"""

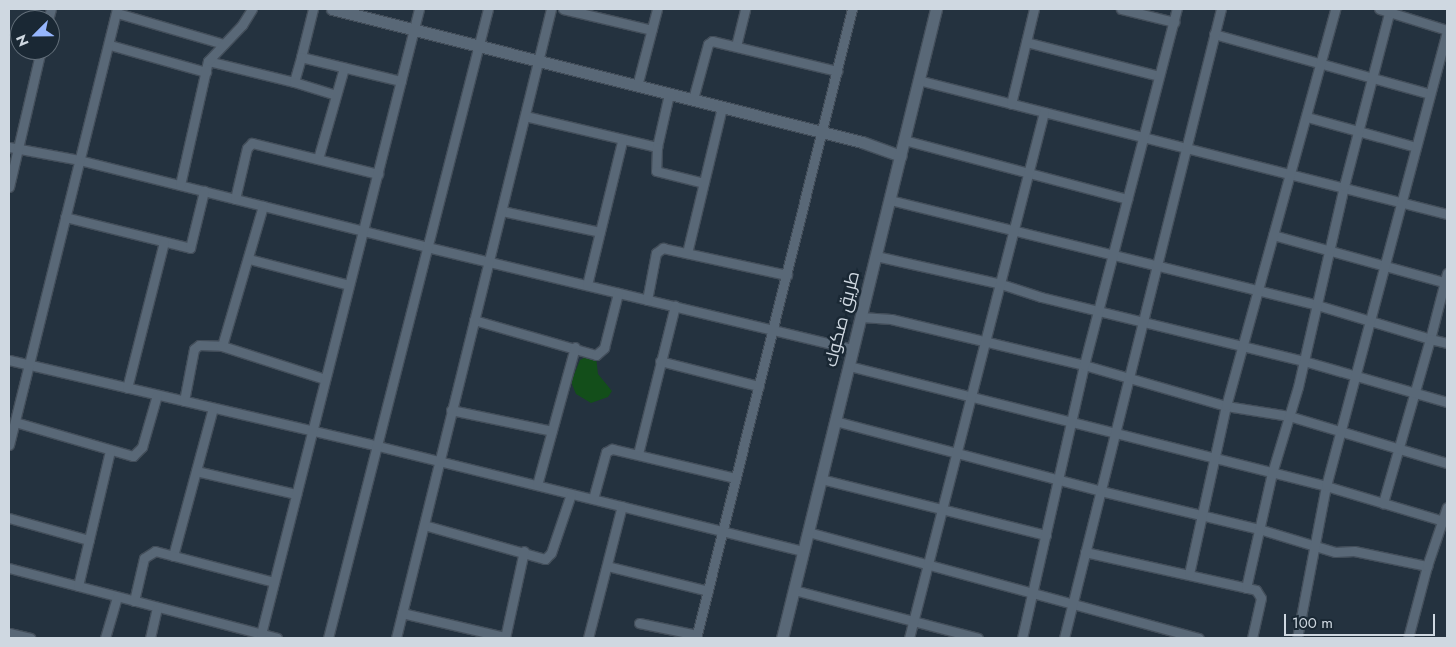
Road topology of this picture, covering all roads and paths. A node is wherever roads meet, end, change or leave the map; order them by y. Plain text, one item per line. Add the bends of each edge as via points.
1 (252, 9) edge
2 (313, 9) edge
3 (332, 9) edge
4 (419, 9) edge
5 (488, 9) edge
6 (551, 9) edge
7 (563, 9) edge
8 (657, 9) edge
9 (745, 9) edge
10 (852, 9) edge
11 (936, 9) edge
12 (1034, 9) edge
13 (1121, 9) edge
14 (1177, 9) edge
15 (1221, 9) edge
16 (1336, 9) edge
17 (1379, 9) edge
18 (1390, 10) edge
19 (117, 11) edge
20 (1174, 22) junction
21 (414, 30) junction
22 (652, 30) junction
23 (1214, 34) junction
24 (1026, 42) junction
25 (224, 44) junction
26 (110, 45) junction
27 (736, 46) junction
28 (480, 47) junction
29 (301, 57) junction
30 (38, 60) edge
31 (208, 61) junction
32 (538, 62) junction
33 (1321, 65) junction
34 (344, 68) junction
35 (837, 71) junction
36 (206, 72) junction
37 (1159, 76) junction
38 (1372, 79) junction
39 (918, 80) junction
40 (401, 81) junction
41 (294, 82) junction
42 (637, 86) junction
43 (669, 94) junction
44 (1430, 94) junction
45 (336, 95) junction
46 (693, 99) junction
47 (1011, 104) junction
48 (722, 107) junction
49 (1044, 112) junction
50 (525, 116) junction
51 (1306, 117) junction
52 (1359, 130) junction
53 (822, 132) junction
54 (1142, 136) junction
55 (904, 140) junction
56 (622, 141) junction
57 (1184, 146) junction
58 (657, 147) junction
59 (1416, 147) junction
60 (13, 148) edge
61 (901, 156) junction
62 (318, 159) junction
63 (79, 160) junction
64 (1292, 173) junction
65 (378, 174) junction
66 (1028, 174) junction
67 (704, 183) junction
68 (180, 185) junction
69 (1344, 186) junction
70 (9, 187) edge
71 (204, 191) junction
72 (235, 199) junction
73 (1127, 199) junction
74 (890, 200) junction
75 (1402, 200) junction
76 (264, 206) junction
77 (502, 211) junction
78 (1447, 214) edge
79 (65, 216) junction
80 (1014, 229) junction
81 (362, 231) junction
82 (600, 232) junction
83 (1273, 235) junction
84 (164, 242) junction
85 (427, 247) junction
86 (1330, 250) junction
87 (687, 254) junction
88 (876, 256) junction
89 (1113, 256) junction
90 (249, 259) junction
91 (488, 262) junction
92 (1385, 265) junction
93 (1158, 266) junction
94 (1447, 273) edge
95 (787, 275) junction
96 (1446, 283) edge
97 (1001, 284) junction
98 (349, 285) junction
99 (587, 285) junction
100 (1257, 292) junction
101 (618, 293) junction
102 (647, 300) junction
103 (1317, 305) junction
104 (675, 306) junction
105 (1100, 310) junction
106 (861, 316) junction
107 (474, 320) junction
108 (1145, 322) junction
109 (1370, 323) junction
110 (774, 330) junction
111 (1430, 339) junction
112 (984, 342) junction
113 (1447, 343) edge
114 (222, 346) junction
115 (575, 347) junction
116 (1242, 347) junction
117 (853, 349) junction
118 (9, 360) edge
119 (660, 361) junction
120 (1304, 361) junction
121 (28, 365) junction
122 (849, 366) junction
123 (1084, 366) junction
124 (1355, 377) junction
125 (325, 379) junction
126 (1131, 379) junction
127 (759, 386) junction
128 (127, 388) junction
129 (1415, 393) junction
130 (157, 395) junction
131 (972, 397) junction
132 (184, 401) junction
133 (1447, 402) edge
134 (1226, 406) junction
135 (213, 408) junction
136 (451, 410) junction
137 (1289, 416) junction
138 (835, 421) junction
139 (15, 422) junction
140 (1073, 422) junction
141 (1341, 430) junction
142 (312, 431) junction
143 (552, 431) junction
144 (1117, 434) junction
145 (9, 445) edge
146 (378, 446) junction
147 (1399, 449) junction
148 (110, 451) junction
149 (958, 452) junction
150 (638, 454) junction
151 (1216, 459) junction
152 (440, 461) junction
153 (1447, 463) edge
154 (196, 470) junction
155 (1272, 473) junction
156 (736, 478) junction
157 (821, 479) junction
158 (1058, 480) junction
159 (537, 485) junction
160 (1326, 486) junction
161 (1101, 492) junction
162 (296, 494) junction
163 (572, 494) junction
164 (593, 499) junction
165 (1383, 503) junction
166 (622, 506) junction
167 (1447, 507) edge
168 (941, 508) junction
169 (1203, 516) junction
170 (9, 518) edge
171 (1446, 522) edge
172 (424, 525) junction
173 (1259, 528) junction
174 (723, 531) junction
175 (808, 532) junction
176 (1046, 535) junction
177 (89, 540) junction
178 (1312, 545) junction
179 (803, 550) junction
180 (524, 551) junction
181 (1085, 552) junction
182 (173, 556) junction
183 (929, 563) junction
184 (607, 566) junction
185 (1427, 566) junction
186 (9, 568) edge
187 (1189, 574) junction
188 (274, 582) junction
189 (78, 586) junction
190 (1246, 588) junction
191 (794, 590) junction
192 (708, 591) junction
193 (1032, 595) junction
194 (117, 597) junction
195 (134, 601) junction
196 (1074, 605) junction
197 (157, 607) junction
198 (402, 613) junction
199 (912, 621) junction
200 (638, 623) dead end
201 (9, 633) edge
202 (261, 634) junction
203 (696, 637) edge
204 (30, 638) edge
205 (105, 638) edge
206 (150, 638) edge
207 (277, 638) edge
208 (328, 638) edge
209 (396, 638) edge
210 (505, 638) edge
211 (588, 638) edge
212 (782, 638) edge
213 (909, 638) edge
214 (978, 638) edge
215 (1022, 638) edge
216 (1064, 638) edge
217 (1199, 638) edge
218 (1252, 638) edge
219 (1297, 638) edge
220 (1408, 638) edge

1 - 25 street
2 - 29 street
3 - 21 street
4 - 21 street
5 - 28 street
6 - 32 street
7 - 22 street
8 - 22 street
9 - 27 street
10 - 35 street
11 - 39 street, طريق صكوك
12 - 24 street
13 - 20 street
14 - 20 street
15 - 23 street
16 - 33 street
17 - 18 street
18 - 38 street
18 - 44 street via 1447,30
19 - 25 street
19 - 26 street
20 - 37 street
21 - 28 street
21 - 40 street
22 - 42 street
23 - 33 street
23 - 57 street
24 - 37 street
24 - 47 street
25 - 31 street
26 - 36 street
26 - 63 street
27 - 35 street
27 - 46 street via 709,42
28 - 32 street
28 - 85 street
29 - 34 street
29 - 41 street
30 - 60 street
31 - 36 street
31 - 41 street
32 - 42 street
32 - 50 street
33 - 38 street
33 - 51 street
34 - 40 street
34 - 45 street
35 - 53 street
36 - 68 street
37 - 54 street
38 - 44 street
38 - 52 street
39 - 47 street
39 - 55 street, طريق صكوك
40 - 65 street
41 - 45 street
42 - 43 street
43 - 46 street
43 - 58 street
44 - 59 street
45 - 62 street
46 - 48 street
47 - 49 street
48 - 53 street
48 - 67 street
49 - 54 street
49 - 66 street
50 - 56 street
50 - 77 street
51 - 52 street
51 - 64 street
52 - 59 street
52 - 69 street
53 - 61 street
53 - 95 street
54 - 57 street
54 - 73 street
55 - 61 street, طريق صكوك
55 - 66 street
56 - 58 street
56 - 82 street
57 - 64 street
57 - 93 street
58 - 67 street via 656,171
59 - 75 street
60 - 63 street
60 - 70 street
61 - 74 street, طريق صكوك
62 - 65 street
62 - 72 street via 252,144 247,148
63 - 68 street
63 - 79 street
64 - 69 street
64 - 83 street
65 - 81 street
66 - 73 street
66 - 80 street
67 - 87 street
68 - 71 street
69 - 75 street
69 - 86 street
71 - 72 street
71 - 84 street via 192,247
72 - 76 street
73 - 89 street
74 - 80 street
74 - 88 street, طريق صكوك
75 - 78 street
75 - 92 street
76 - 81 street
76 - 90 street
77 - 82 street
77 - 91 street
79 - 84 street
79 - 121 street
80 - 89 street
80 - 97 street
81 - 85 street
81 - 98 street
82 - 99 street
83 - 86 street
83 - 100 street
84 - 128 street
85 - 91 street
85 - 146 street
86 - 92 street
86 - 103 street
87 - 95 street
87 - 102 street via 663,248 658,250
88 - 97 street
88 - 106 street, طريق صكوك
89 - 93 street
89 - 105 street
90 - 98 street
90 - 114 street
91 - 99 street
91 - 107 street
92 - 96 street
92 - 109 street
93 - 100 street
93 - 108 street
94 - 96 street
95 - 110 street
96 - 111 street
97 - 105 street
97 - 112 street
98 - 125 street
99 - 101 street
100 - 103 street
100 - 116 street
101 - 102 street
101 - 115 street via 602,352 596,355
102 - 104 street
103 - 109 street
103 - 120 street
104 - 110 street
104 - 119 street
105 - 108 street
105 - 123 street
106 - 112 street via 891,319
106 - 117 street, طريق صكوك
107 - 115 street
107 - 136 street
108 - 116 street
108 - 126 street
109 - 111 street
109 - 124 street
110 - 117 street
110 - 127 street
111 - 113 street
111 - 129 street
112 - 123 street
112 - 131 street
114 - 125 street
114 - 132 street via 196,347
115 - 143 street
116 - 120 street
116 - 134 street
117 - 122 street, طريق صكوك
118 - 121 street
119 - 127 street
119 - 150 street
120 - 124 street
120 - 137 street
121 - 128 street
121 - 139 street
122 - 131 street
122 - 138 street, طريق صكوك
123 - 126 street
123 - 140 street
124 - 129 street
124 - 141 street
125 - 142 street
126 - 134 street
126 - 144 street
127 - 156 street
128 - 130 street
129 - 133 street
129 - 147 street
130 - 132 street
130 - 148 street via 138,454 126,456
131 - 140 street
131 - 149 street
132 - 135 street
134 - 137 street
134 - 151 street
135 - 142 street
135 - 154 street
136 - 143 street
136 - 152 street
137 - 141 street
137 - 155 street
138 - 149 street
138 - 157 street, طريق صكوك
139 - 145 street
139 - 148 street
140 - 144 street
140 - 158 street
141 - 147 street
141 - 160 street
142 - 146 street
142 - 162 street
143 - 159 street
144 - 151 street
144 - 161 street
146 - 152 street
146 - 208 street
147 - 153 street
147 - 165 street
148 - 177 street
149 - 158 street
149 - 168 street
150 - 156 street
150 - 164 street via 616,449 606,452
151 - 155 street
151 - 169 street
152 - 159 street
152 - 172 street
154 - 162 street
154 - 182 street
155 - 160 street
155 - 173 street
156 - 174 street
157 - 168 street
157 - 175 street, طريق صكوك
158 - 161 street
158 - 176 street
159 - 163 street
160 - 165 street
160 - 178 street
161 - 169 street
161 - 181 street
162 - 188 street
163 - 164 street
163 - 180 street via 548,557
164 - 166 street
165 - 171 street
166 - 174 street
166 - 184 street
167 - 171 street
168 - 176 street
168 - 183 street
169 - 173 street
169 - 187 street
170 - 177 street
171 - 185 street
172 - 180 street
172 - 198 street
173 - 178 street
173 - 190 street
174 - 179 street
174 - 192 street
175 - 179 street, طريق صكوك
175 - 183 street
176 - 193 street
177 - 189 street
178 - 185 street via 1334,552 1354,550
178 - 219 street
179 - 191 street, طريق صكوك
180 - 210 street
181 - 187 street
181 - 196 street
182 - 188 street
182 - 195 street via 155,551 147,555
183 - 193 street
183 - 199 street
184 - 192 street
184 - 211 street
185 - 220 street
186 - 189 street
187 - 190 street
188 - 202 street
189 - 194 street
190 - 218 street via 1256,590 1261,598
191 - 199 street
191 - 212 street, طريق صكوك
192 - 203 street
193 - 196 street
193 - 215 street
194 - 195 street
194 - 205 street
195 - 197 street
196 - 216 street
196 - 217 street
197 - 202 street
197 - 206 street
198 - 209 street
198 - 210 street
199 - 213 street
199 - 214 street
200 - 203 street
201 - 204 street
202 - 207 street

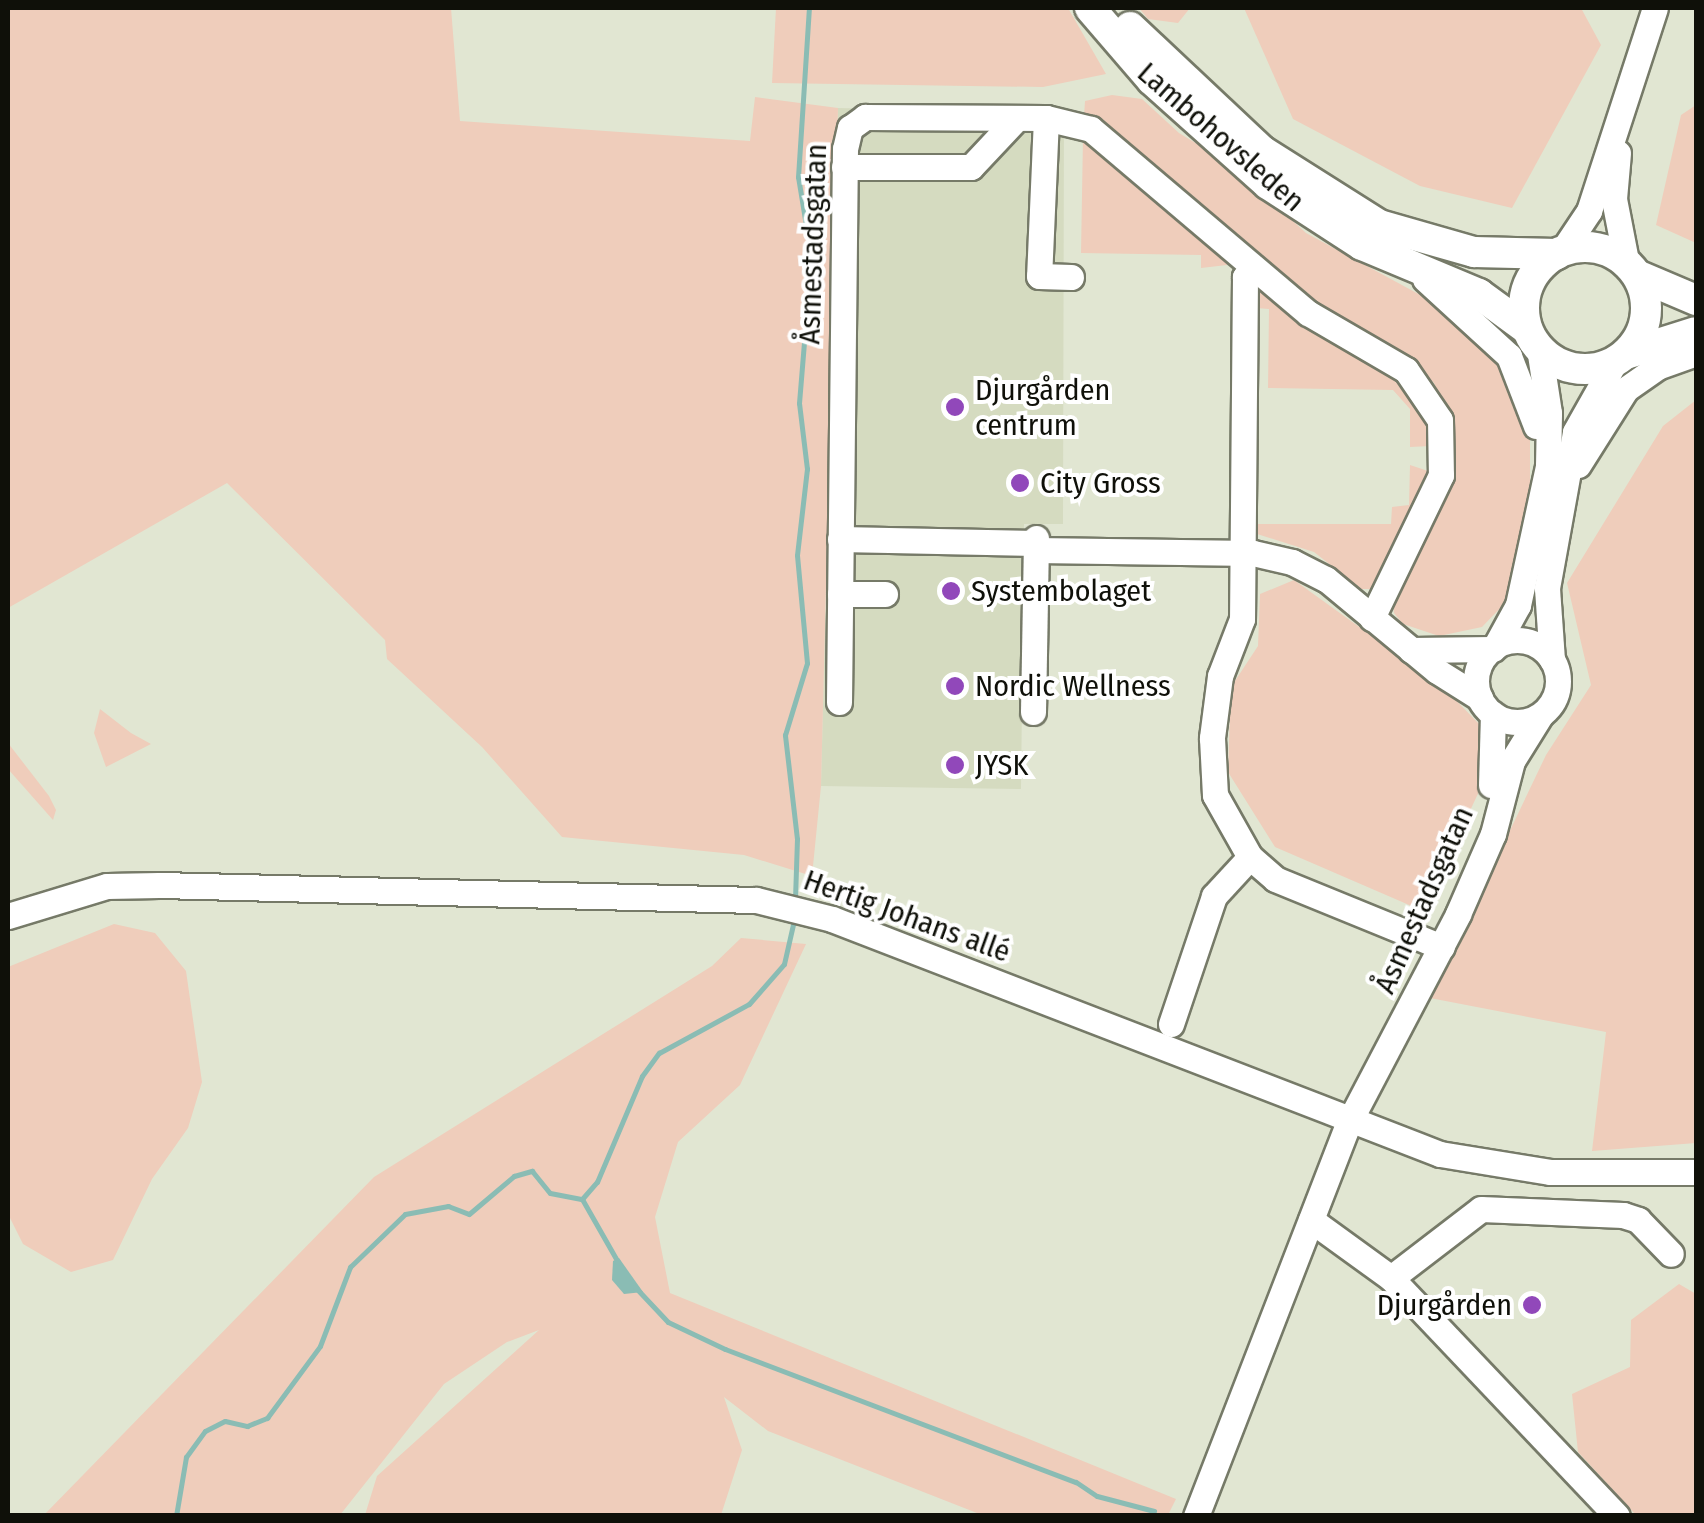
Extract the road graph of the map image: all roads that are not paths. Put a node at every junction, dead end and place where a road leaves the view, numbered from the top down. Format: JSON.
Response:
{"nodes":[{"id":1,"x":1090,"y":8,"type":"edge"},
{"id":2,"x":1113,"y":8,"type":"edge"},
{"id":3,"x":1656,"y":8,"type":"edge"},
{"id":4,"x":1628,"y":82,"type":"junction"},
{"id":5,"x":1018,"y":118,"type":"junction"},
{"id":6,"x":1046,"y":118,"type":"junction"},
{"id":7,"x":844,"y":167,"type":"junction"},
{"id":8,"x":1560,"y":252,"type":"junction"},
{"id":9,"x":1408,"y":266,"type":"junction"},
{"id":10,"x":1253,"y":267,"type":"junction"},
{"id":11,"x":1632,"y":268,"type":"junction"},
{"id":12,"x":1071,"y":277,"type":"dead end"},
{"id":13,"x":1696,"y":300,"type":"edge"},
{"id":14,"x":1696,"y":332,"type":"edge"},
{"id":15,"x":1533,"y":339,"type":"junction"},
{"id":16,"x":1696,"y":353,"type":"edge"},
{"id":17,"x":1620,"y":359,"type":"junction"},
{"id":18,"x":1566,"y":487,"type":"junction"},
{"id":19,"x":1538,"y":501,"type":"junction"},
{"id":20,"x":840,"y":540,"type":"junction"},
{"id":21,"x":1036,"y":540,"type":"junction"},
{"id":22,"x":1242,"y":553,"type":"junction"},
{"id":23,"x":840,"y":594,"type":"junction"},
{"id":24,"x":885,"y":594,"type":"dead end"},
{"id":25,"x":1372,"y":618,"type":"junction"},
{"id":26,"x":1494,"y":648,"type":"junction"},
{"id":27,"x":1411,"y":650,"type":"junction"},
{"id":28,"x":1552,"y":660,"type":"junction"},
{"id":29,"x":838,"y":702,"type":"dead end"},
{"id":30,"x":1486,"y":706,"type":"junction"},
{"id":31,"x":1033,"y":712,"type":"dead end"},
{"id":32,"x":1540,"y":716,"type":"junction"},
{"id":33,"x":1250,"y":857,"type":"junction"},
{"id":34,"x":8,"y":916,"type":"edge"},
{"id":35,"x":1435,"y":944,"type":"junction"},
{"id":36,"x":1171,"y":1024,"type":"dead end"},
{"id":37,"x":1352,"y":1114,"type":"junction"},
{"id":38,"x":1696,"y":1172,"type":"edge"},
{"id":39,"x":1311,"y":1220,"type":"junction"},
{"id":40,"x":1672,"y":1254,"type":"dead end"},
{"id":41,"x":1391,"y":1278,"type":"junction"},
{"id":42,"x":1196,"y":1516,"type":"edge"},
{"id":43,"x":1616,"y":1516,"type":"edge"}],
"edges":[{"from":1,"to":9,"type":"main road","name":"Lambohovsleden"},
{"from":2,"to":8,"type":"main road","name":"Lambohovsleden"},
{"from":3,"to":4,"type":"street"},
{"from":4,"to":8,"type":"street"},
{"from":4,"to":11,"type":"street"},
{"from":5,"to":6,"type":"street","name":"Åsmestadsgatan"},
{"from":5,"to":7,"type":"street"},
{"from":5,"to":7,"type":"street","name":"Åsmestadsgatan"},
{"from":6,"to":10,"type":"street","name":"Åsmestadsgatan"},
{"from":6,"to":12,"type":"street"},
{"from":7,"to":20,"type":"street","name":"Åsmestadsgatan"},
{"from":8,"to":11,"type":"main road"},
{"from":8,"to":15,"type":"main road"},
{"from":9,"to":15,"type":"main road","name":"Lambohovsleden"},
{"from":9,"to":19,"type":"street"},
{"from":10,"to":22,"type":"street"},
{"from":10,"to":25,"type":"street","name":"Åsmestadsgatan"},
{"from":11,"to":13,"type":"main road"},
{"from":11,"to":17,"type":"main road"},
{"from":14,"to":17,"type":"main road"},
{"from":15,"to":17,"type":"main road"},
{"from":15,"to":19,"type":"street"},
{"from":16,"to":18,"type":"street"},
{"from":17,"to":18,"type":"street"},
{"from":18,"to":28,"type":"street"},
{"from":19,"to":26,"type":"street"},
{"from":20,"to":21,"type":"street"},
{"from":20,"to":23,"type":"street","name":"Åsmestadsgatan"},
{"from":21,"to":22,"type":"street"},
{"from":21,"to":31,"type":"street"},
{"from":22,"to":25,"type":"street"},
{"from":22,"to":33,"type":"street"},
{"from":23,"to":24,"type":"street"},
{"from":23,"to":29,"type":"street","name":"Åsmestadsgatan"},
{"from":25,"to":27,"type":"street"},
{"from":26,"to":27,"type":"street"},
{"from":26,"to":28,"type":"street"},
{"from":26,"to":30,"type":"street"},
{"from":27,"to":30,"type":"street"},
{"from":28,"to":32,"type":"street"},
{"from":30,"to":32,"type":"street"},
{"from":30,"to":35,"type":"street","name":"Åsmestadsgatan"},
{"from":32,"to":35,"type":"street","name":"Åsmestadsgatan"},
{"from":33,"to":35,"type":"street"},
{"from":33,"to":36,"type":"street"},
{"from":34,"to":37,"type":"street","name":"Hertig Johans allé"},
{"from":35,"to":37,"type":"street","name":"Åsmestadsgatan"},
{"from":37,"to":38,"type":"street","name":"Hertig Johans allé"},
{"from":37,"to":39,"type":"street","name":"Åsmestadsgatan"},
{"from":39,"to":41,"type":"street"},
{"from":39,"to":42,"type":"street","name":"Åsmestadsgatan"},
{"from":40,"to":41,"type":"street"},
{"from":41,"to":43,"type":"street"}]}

"""

_Work request_:
Each line of the entries above that includes the string "Hertig" should be copied out.

_Answer to this problem_:
{"from":34,"to":37,"type":"street","name":"Hertig Johans allé"},
{"from":37,"to":38,"type":"street","name":"Hertig Johans allé"},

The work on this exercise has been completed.